→ WHAT YOU WILL DO
The expected response is an exact repetition of every record, with images excluded.

======== ENTRIES SHOWN

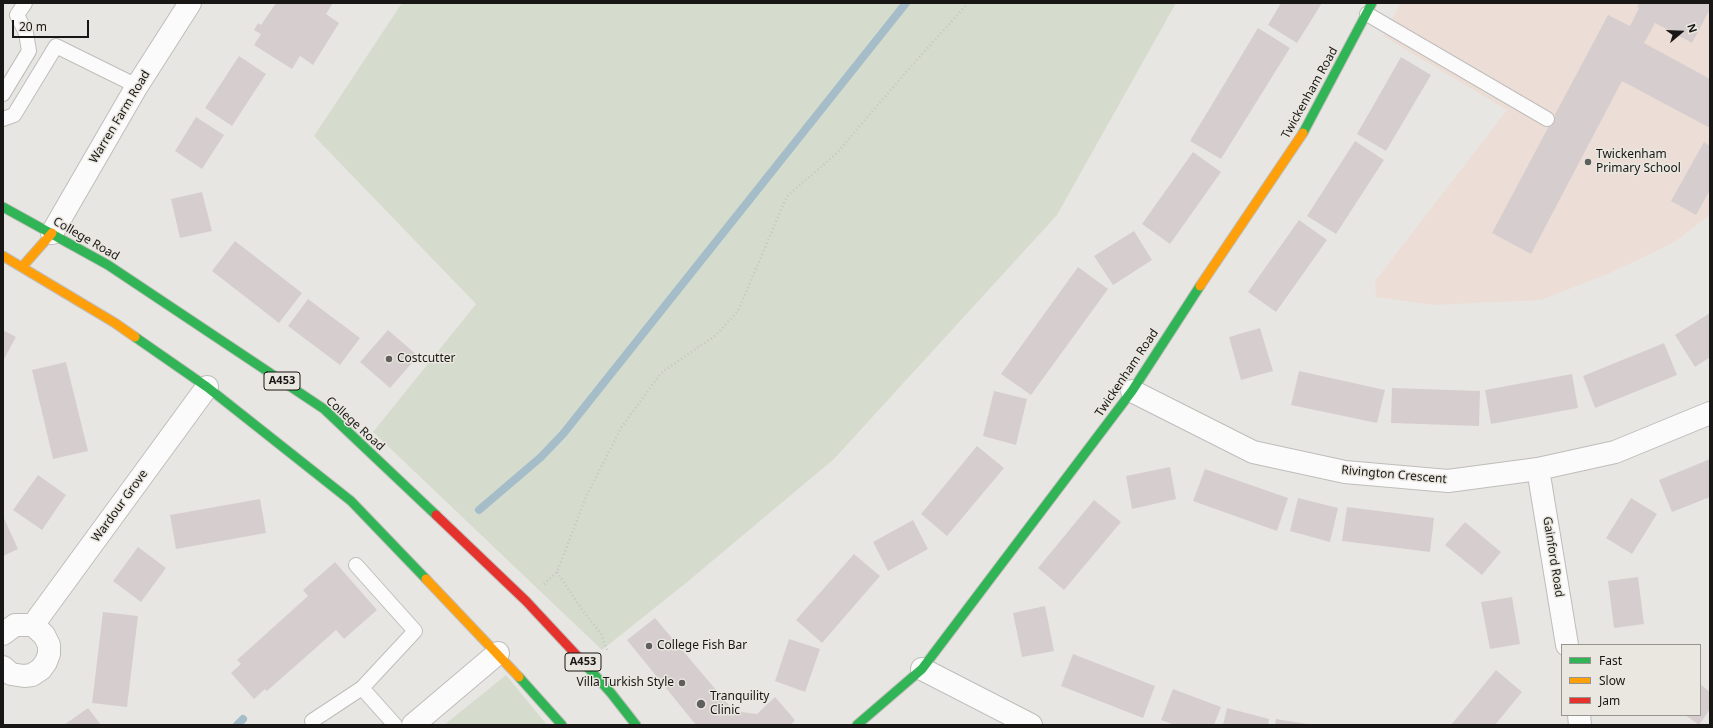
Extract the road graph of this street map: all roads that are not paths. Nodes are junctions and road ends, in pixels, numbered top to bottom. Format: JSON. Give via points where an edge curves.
{"nodes":[{"id":1,"x":25,"y":3,"type":"edge"},
{"id":2,"x":190,"y":3,"type":"edge"},
{"id":3,"x":1369,"y":8,"type":"edge"},
{"id":4,"x":137,"y":86,"type":"junction"},
{"id":5,"x":3,"y":94,"type":"edge"},
{"id":6,"x":3,"y":119,"type":"edge"},
{"id":7,"x":1547,"y":119,"type":"dead end"},
{"id":8,"x":3,"y":207,"type":"edge"},
{"id":9,"x":52,"y":233,"type":"junction"},
{"id":10,"x":3,"y":256,"type":"edge"},
{"id":11,"x":22,"y":267,"type":"junction"},
{"id":12,"x":207,"y":387,"type":"junction"},
{"id":13,"x":1132,"y":391,"type":"junction"},
{"id":14,"x":1710,"y":413,"type":"edge"},
{"id":15,"x":1538,"y":469,"type":"junction"},
{"id":16,"x":356,"y":565,"type":"dead end"},
{"id":17,"x":34,"y":625,"type":"junction"},
{"id":18,"x":3,"y":634,"type":"edge"},
{"id":19,"x":1567,"y":644,"type":"edge"},
{"id":20,"x":498,"y":653,"type":"junction"},
{"id":21,"x":3,"y":667,"type":"edge"},
{"id":22,"x":922,"y":669,"type":"junction"},
{"id":23,"x":362,"y":688,"type":"junction"},
{"id":24,"x":312,"y":721,"type":"dead end"},
{"id":25,"x":395,"y":725,"type":"edge"},
{"id":26,"x":413,"y":725,"type":"edge"},
{"id":27,"x":562,"y":725,"type":"edge"},
{"id":28,"x":636,"y":725,"type":"edge"},
{"id":29,"x":857,"y":725,"type":"edge"},
{"id":30,"x":1031,"y":725,"type":"edge"}],
"edges":[{"from":1,"to":5,"type":"lane","via":[[17,15],[26,33],[29,51]]},
{"from":2,"to":4,"type":"street","name":"Warren Farm Road"},
{"from":3,"to":7,"type":"lane"},
{"from":3,"to":13,"type":"main road","name":"Twickenham Road","via":[[1308,126]]},
{"from":4,"to":6,"type":"lane","via":[[56,46],[14,116]]},
{"from":4,"to":9,"type":"street","name":"Warren Farm Road"},
{"from":8,"to":9,"type":"main road","name":"College Road","number":"A453"},
{"from":9,"to":11,"type":"main road"},
{"from":9,"to":28,"type":"main road","name":"College Road","number":"A453","via":[[108,265],[324,409],[526,601],[611,693]]},
{"from":10,"to":11,"type":"main road"},
{"from":11,"to":12,"type":"main road","via":[[115,323]]},
{"from":12,"to":17,"type":"street","name":"Wardour Grove"},
{"from":12,"to":20,"type":"main road","via":[[289,454],[351,500]]},
{"from":13,"to":15,"type":"street","name":"Rivington Crescent","via":[[1253,452],[1345,472],[1448,481]]},
{"from":13,"to":22,"type":"main road","name":"Twickenham Road"},
{"from":14,"to":15,"type":"street","name":"Rivington Crescent","via":[[1616,452]]},
{"from":15,"to":19,"type":"street","name":"Gainford Road"},
{"from":16,"to":23,"type":"lane","via":[[415,631]]},
{"from":17,"to":18,"type":"street","via":[[15,625]]},
{"from":17,"to":21,"type":"street","via":[[49,645],[48,658],[41,669],[32,675],[24,676],[11,674]]},
{"from":20,"to":26,"type":"street"},
{"from":20,"to":27,"type":"main road"},
{"from":22,"to":29,"type":"main road","name":"Twickenham Road"},
{"from":22,"to":30,"type":"street"},
{"from":23,"to":24,"type":"lane"},
{"from":23,"to":25,"type":"lane"}]}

================

→ ANSWER SPACE
Extract the road graph of this street map: all roads that are not paths. Nodes are junctions and road ends, in pixels, numbered top to bottom. Format: JSON. Give via points where an edge curves.
{"nodes":[{"id":1,"x":25,"y":3,"type":"edge"},
{"id":2,"x":190,"y":3,"type":"edge"},
{"id":3,"x":1369,"y":8,"type":"edge"},
{"id":4,"x":137,"y":86,"type":"junction"},
{"id":5,"x":3,"y":94,"type":"edge"},
{"id":6,"x":3,"y":119,"type":"edge"},
{"id":7,"x":1547,"y":119,"type":"dead end"},
{"id":8,"x":3,"y":207,"type":"edge"},
{"id":9,"x":52,"y":233,"type":"junction"},
{"id":10,"x":3,"y":256,"type":"edge"},
{"id":11,"x":22,"y":267,"type":"junction"},
{"id":12,"x":207,"y":387,"type":"junction"},
{"id":13,"x":1132,"y":391,"type":"junction"},
{"id":14,"x":1710,"y":413,"type":"edge"},
{"id":15,"x":1538,"y":469,"type":"junction"},
{"id":16,"x":356,"y":565,"type":"dead end"},
{"id":17,"x":34,"y":625,"type":"junction"},
{"id":18,"x":3,"y":634,"type":"edge"},
{"id":19,"x":1567,"y":644,"type":"edge"},
{"id":20,"x":498,"y":653,"type":"junction"},
{"id":21,"x":3,"y":667,"type":"edge"},
{"id":22,"x":922,"y":669,"type":"junction"},
{"id":23,"x":362,"y":688,"type":"junction"},
{"id":24,"x":312,"y":721,"type":"dead end"},
{"id":25,"x":395,"y":725,"type":"edge"},
{"id":26,"x":413,"y":725,"type":"edge"},
{"id":27,"x":562,"y":725,"type":"edge"},
{"id":28,"x":636,"y":725,"type":"edge"},
{"id":29,"x":857,"y":725,"type":"edge"},
{"id":30,"x":1031,"y":725,"type":"edge"}],
"edges":[{"from":1,"to":5,"type":"lane","via":[[17,15],[26,33],[29,51]]},
{"from":2,"to":4,"type":"street","name":"Warren Farm Road"},
{"from":3,"to":7,"type":"lane"},
{"from":3,"to":13,"type":"main road","name":"Twickenham Road","via":[[1308,126]]},
{"from":4,"to":6,"type":"lane","via":[[56,46],[14,116]]},
{"from":4,"to":9,"type":"street","name":"Warren Farm Road"},
{"from":8,"to":9,"type":"main road","name":"College Road","number":"A453"},
{"from":9,"to":11,"type":"main road"},
{"from":9,"to":28,"type":"main road","name":"College Road","number":"A453","via":[[108,265],[324,409],[526,601],[611,693]]},
{"from":10,"to":11,"type":"main road"},
{"from":11,"to":12,"type":"main road","via":[[115,323]]},
{"from":12,"to":17,"type":"street","name":"Wardour Grove"},
{"from":12,"to":20,"type":"main road","via":[[289,454],[351,500]]},
{"from":13,"to":15,"type":"street","name":"Rivington Crescent","via":[[1253,452],[1345,472],[1448,481]]},
{"from":13,"to":22,"type":"main road","name":"Twickenham Road"},
{"from":14,"to":15,"type":"street","name":"Rivington Crescent","via":[[1616,452]]},
{"from":15,"to":19,"type":"street","name":"Gainford Road"},
{"from":16,"to":23,"type":"lane","via":[[415,631]]},
{"from":17,"to":18,"type":"street","via":[[15,625]]},
{"from":17,"to":21,"type":"street","via":[[49,645],[48,658],[41,669],[32,675],[24,676],[11,674]]},
{"from":20,"to":26,"type":"street"},
{"from":20,"to":27,"type":"main road"},
{"from":22,"to":29,"type":"main road","name":"Twickenham Road"},
{"from":22,"to":30,"type":"street"},
{"from":23,"to":24,"type":"lane"},
{"from":23,"to":25,"type":"lane"}]}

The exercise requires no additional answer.